Connect with us

Our Journey through the Fifth Circuit Court of Appeals

Published

on

The last time we went to court back in June of 2014, I took you on a journey inside the Federal Courthouse with us. Today I’d like to take you with us on a historic journey inside the Fifth Circuit Court of Appeals as we present our case to the three judge panel allotted to hear our arguments.

Our morning started really early – at 5:30 A.M. – with Courtney and Nadine Blanchard, the other plaintiffs in our case, (photo below right) picking us up from our home, which is located in a neighborhood roughly two miles from the courthouse. We were instructed by the court to meet the clerk at 7:00 A.M. outside a side door entrance of the John Minor Wisdom Building that houses the United States Court of Appeals for the Fifth Circuit, to be escorted inside.  

It was a very cold morning, one that we are not accustomed to here in the south, and as we passed in front of the public entrance, people were bundled up already in line, since seats were limited for the “show” that was about to ensue.  The line had already formed. A few hours later it would be down the block.

The people gathered there were not just from Louisiana, but had traveled from all over. Like Brandiilyne Dear and Susan Mangum who run The Dandelion Project out of Laurel, Mississippi, and Diana Farrar and Charlotte Moellering from Texas.
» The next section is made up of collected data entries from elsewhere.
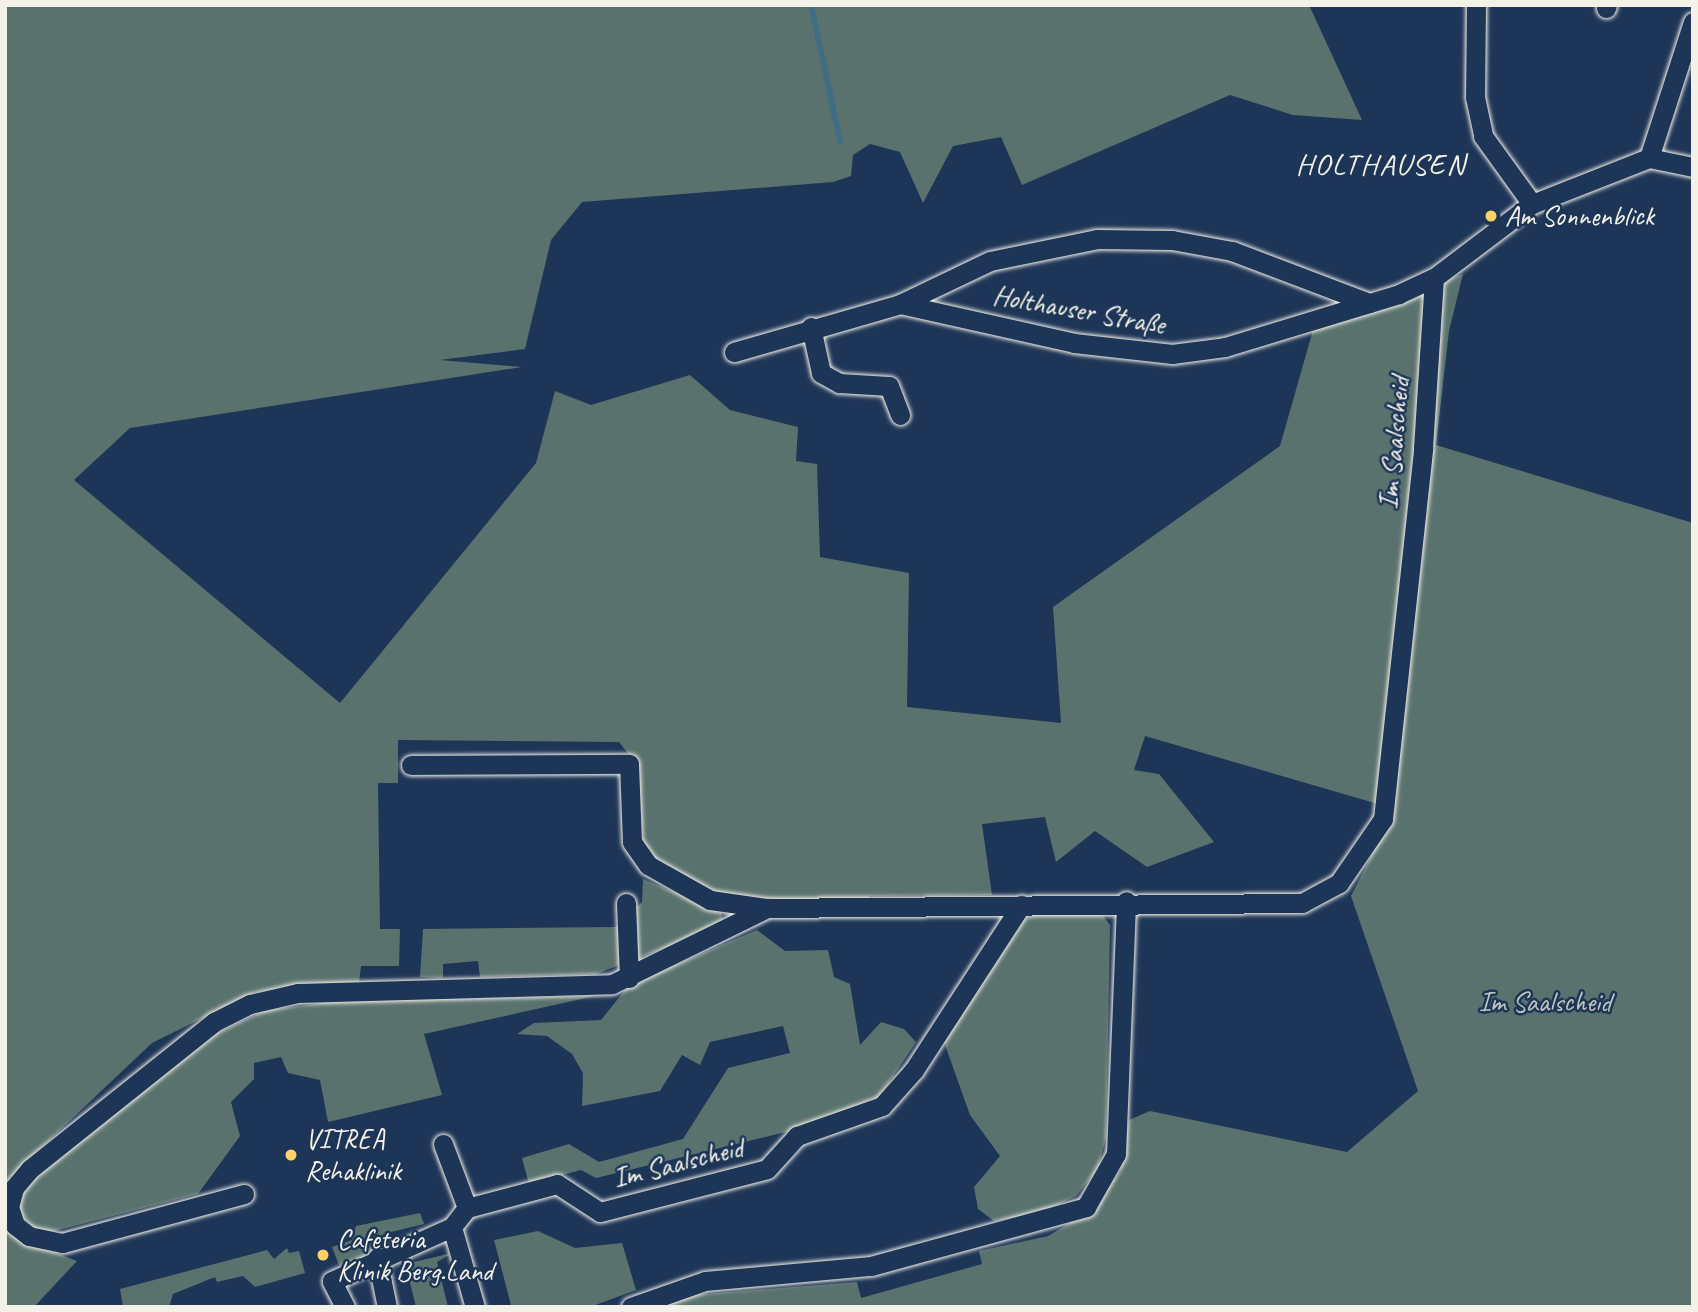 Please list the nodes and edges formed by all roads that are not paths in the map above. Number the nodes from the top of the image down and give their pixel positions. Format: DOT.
graph roads {
  1 [pos="1476,5"];
  2 [pos="1693,22"];
  3 [pos="1649,158"];
  4 [pos="1693,167"];
  5 [pos="1532,204"];
  6 [pos="1434,278"];
  7 [pos="900,303"];
  8 [pos="1369,303"];
  9 [pos="811,327"];
  10 [pos="734,352"];
  11 [pos="900,415"];
  12 [pos="411,765"];
  13 [pos="1126,901"];
  14 [pos="626,903"];
  15 [pos="1021,905"];
  16 [pos="767,908"];
  17 [pos="629,978"];
  18 [pos="443,1144"];
  19 [pos="244,1194"];
  20 [pos="467,1208"];
  21 [pos="452,1227"];
  22 [pos="377,1258"];
  23 [pos="345,1307"];
  24 [pos="387,1307"];
  25 [pos="475,1307"];
  26 [pos="631,1307"];
  1 -- 5 [label="street"];
  2 -- 3 [label="street"];
  3 -- 4 [label="street"];
  3 -- 5 [label="street, Holthauser Straße"];
  5 -- 6 [label="street, Holthauser Straße"];
  6 -- 8 [label="street, Holthauser Straße"];
  6 -- 13 [label="street, Im Saalscheid"];
  7 -- 8 [label="street, Holthauser Straße"];
  7 -- 8 [label="street, Holthauser Straße"];
  7 -- 9 [label="street, Holthauser Straße"];
  9 -- 10 [label="street, Holthauser Straße"];
  9 -- 11 [label="street"];
  12 -- 16 [label="street, Im Saalscheid"];
  13 -- 15 [label="street, Im Saalscheid"];
  13 -- 26 [label="street"];
  14 -- 17 [label="street"];
  15 -- 16 [label="street, Im Saalscheid"];
  15 -- 20 [label="street, Im Saalscheid"];
  16 -- 17 [label="street"];
  17 -- 19 [label="street"];
  18 -- 20 [label="street"];
  20 -- 21 [label="street"];
  21 -- 22 [label="street"];
  21 -- 25 [label="street"];
  22 -- 23 [label="street"];
  22 -- 24 [label="street"];
} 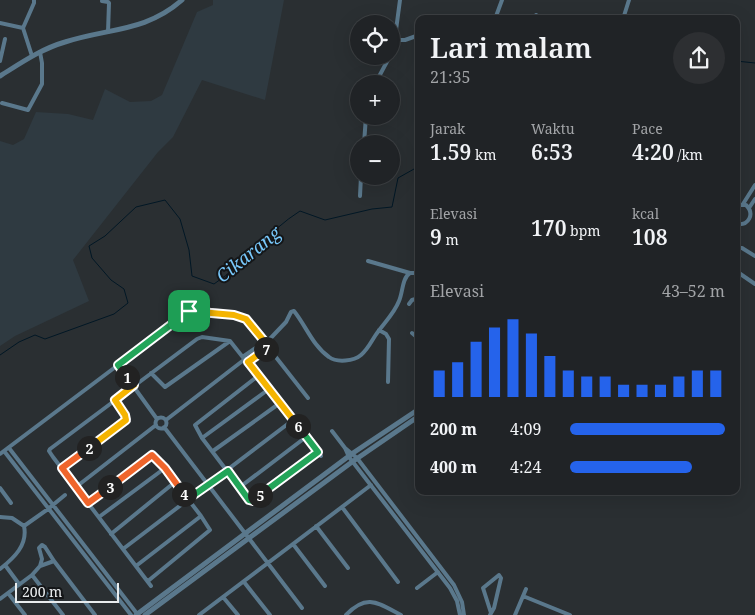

They stood in line in unfavorable weather, to partake in this historic day. 

plaintiffs.jpgWe were ushered in to our reserved front seats. Our Louisiana case was the first scheduled on the calendar. We sat patiently for two hours, waiting for our case to start, holding small talk with all our co-plaintiffs and our legal team that was in place for the first case.

Finally the judges filed in to their seats, Judge Jerry Smith in the center, with Judge James Graves Jr. to his left and Judge Patrick Higginbotham to his right.  Having taken an off the wall beating in Judge Martin Feldman’s ruling in District Court, I was eager to hear what these judges had to say.  

Our side went first. The judges were quiet for the most part and let our attorney, Camilla Taylor, present our case almost uninterruptedly. Judge Smith broke in a few times and followed an expected line of questioning. But for the most part we were able to go unrestricted in our allotted 30 minutes.

Next up was attorney Kyle Duncan, who represents the state of Louisiana and is funded by Louisiana taxpayer money, earning over $200,000 last year to defend the state, but I’ll talk about that in a another article. The state presented their defense of the Louisiana marriage ban, using the same argument that they presented at the lower court level, which Judge Martin Feldman had found sympathetic.  What they weren’t prepared for was the criticism that would come from Judge Higginbotham and Judge Graves.

Just minutes into the states arguments Judge Higginbotham presented this question, “Sexual orientation is an immutable characteristic … but it does not come with any disability, there is no suggestion that sexual orientation has any relevance to the ability to perform. … so now you have a classifier of that order. What is the justification for using that as a classifier by state? … what do you point to as the rational support for the state to differentiate on that classifier?” and when the state got around to the procreation argument he went on – “Back to procreation where we started, and the counter argument to that, of course, is yes, if that really is the basis, why is marriage quickly extended to people who are sterile?”

Judge Higginbotham wasn’t alone in poking holes in the states argument, he was joined by Judge Graves, who at one point asked, in reference to states idea that marriage is for procreation between a man and a woman, “Council, help me understand how those purposes are frustrated if same-sex couples are allowed to marry.” When state resorted back to United States vs Winsor, relying heavily on just a small portion of the ruling and ignoring the majority of it arguing that Windsor was solely about states’ rights, Judge Graves reminded them,“There’s other language in Windsor that you have to deal with; for example, the statement that the differentiation demeans the couple whose moral and sexual choices the constitution protects….that’s pretty broad language regarding the specific choice that’s involved here.”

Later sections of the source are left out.